MCU Overexpression is Associated With ANGII-Induced Heart Hypertrophy and HF (A) Representative micrographs of cardiac tissue: Masson’s trichrome stain to visualize fibrotic areas, original magnification ×1.25 (n = 6). (B) Hematoxylin and eosin (HE) stain for cardiac myocyte area assessment, original magnification ×10 (n = 6). (C) Representative blot image (top) and semiquantification (bottom) of the protein level of MCU assessed by WB in cell lysates (n = 5). (D) Free mCa²⁺ release by permeabilized cardiomyocytes, loaded with Fluo-4 and suspended in a free Ca²⁺ medium. (E) Spearman correlation analysis between MCU protein levels normalized to glyceraldehyde 3-phosphate dehydrogenase (GAPDH) and heart weight normalized with tibia length. Data are presented as mean ± SEM and Mann-Whitney with post hoc Tukey’s multiple comparisons test. ∗P < 0.05. ∗∗P < 0.01. HF = heart failure; HW = heart weight; TL = tibia length; other abbreviations as in Figures 1, 2, and 5.

Figure 7

MCU Overexpression is Associated With Pathologic Remodeling in Human HF (A, B) Immunohistochemical (IHC) analysis of left ventricular (LV) cryosections from nonfailing (NF-LV) and heart failure (HF-LV). Original magnification ×10x. Scale bar = 500 μm. (C) Relative mRNA levels (quantitative reverse transcriptase polymerase chain reaction) of MCU in LV samples from HF-LV patients in relation to NF-LV normalized (dash line, value = 1). The inner bar chart represents relative average ± SEM MCU mRNA expression between NF-LV and HF-LV patients. (D) Spearman correlation analysis between MCU mRNA levels and the hemodynamic parameters of ejection fraction (EF) (left), left ventricular end-systolic dimension (LVESd) (center), and left ventricular end-diastolic dimension (LVEDd) (right) using Spearman rank correlation test.

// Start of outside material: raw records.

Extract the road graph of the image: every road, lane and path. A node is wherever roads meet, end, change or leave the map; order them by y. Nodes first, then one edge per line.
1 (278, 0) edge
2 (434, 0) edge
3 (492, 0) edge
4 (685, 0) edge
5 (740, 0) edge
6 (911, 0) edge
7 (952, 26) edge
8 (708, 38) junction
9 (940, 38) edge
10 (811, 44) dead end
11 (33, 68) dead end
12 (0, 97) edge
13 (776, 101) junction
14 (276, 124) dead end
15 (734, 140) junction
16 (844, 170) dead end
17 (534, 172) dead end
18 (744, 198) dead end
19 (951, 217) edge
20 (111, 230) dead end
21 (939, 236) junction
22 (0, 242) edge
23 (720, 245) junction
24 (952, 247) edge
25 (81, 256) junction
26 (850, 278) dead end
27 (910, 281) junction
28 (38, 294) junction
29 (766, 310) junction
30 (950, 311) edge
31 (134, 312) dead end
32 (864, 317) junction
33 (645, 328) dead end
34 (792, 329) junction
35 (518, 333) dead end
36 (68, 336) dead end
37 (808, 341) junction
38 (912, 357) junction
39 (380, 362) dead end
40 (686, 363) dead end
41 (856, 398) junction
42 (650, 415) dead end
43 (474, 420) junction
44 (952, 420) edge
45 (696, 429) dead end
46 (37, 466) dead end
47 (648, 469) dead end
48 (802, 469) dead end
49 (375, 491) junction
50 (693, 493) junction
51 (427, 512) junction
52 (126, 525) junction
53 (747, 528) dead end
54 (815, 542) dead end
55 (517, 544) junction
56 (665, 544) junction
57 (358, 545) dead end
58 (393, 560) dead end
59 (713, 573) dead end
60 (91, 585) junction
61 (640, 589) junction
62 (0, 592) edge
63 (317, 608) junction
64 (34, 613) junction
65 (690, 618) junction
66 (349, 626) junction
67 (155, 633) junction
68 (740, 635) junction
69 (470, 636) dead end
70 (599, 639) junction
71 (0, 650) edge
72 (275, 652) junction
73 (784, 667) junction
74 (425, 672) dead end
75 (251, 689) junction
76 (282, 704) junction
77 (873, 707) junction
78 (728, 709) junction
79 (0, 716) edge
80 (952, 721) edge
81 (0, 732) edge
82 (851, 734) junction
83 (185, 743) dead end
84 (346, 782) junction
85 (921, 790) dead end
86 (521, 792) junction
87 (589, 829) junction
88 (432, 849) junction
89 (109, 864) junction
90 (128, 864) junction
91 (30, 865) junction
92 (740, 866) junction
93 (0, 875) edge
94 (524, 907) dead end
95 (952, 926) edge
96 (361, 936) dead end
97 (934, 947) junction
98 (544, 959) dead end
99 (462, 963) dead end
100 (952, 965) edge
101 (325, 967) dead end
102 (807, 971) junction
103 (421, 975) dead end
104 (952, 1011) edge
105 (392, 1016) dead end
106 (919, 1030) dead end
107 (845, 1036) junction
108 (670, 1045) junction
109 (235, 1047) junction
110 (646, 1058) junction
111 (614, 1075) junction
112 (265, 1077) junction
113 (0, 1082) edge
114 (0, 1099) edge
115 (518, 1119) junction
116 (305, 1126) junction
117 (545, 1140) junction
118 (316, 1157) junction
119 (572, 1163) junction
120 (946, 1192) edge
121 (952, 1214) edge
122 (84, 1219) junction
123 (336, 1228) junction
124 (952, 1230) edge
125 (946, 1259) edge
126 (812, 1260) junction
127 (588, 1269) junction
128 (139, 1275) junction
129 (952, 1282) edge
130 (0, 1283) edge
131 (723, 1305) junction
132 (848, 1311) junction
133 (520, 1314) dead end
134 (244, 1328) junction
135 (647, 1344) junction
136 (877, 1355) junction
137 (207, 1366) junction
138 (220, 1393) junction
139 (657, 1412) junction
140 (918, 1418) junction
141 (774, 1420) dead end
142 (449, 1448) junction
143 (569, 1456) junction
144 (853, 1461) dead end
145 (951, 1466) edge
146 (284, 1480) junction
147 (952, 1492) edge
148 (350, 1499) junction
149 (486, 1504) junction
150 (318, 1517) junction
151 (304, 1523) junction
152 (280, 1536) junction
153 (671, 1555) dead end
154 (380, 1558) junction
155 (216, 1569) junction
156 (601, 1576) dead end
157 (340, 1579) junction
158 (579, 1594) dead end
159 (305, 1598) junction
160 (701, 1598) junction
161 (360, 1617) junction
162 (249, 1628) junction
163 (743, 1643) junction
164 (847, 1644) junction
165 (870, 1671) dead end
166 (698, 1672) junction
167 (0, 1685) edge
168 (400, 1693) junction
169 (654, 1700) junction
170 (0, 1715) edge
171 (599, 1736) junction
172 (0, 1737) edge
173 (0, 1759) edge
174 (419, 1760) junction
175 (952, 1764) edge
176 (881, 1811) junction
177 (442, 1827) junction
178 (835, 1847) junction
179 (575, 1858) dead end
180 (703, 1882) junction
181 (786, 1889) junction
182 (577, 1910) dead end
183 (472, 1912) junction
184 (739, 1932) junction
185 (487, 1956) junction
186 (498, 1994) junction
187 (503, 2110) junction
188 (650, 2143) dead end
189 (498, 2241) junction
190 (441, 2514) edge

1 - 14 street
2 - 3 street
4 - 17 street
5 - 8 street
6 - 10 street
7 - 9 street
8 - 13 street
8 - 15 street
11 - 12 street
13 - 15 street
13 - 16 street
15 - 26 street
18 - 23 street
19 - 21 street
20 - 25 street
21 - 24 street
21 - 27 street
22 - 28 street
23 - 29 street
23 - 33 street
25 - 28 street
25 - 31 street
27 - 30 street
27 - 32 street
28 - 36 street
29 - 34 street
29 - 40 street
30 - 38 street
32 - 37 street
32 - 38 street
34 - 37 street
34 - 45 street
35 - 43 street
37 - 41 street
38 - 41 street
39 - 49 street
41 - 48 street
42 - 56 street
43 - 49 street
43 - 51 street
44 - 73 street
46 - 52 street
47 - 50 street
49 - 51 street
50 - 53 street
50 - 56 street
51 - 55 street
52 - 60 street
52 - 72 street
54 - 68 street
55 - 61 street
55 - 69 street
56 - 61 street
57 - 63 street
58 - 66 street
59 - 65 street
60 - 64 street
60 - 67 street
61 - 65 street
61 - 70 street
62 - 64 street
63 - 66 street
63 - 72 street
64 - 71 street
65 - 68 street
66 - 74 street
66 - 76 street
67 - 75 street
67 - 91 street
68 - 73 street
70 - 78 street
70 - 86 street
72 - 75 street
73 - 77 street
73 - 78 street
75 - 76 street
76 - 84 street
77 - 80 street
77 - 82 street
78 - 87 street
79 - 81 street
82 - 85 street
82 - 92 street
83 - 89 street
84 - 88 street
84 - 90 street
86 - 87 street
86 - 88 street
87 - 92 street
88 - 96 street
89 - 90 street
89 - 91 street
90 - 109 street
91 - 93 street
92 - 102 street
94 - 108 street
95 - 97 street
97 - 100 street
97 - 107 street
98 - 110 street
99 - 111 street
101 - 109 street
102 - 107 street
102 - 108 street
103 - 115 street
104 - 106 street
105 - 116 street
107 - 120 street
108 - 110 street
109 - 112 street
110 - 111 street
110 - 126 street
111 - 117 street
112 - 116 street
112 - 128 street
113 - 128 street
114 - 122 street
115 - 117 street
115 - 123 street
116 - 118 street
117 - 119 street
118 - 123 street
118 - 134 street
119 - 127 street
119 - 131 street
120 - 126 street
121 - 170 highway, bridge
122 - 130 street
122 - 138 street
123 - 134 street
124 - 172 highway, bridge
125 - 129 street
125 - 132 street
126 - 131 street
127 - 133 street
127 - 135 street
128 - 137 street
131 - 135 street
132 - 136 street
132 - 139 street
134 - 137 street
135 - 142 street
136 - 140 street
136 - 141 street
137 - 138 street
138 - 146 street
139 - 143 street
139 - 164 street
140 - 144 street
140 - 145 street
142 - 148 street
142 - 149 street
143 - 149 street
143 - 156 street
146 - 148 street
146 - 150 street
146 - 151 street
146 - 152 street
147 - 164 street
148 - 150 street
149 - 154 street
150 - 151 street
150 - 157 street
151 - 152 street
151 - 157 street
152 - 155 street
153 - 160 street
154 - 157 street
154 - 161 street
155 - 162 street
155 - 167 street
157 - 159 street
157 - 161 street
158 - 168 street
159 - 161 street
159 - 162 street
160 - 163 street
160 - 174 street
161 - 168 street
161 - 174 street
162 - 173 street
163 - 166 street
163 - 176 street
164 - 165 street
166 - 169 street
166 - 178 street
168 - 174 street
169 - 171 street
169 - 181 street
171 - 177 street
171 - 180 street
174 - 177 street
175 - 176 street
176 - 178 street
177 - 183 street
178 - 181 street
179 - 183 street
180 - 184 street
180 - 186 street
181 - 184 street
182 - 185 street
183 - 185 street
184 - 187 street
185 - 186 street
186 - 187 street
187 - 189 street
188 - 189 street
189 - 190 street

Each point represents a patient; the purple line represents the Spearman trendline, Sr (Spearman correlation coefficient) and probability value (P) were determined for each correlation. (E) Relative MCU mRNA levels from LV samples obtained from patients with HF who underwent surgical implantation of a left ventricular assist device (LVAD). The graph shows MCU mRNA levels before (purple) and after (white) LVAD implantation for each patient. Each dot represents 1 patient. Data are presented as mean ± SEM. B and C use the unpaired t-test and E uses the paired t-test. ∗P < 0.05. Abbreviations as in Figures 1 and 6.

Figure 8

Scheme of the Proposed Mechanisms for ANGII-Induced MCU Overexpression Through Ca²⁺-Dependent CAMKII/CREB Activation Signaling and mCa²⁺ Overload-Dependent Cardiomyocytes Hypertrophy Through ROS-Mediated NF-κB Activation ΔΨm = mitochondrial membrane potential; AT1R = angiotensin II receptor type 1; mPTP = mitochondrial permeability transition pore; other abbreviations as in Figures 1 to 3.